International Journal of Membrane Science and Technology  (Volume 4 Issue 1)
A Study of High Temperature Mixed Ionic-Electronic Conducting (MIEC) Ceramic Membrane Catalytic Reactor with Single-Step Water-Gas-Shift (WGS) Reaction for Hydrogen Production and Separation International Journal of Membrane Science and Technology
Pages 19-27

Elango Balu, J.N. Chung, R.Y. Chein, and Y.C. Chen


Published: 30 May 2017

The feasibility of a catalytic reactor made of mixed ionic-electronic conducting (MIEC) ceramic membrane as a significant option to enhance the production of pure H2 from biomass gasification is established. Thin film SrCe0.7Zr0.2Eu0.1O3-δ (SCZE) membranes supported by a NiO-SrCe0.8Zr0.2O3-δ (NiO-SCZ) tubular structure were developed and tested in simulated high-temperature steam gasification conditions. The main advantage of this membrane reactor design is that it acts as a water gas shift (WGS) reactor for more hydrogen production and simultaneously separates H2 brought in by the feed gas stream and that produced in the membrane. The current process avoids the need for a two-stage reactor setup requiring WGS and H2 separation independently. The possibility of sequestering the isolated pure CO2 stream is also a plus to this membrane reactor.

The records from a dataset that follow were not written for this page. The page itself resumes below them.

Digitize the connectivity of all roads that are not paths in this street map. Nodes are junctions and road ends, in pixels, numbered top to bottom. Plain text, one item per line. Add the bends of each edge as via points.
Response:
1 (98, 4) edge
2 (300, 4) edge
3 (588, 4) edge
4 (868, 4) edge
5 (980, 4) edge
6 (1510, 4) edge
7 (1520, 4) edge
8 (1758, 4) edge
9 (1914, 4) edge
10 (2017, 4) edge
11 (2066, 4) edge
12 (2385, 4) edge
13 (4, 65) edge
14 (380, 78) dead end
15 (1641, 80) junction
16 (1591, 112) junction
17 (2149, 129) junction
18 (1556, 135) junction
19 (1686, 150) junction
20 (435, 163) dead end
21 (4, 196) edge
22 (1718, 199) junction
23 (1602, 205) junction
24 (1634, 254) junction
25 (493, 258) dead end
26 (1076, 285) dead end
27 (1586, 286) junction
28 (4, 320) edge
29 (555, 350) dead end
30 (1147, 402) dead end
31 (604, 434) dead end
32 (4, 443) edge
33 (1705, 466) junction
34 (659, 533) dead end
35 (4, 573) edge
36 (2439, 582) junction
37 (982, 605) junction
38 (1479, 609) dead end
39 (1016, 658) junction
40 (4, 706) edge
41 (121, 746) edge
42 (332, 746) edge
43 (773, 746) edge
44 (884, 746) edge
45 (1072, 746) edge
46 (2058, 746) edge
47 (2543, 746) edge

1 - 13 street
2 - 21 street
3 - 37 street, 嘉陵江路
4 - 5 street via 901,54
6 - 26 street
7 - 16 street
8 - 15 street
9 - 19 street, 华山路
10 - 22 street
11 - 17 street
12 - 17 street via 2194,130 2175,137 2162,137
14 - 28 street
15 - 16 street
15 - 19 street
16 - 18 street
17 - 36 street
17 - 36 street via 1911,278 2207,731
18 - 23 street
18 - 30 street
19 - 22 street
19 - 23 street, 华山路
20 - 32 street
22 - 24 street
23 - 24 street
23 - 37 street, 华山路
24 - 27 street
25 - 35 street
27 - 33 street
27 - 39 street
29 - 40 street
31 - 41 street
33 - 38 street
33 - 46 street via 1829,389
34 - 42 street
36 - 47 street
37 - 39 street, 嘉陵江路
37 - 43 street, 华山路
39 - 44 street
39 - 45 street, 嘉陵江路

This paper showcases the experimental analysis of a MIEC ceramic membrane reactor, tested at high temperatures typically found in biomass high-temperature steam gasification systems. Syngas produced from high-temperature gasification of biomass is a complex mixture of hydrocarbons and steam. The current experiments conducted using the tubular SCZE membranes exposed to [CO] and [H2O] vapor at 900°C and 1 atm. showed the feasibility of carrying out WGS reaction and separating hydrogen thus produced in a single pass at gasifier exit conditions .The process described in this paper has not been reported previously in the literature. The results show that SCZE membranes can consistently separate the hydrogen produced by maintaining the integrity of the membrane structure at high temperatures. The overall reactor system efficiency was estimated to be close to 40%.

Mixed ionic-electronic conductor, Dense ceramic membrane, High temperature biomass gasification, Syngas, Hydrogen separation, Water- gas-shift reaction.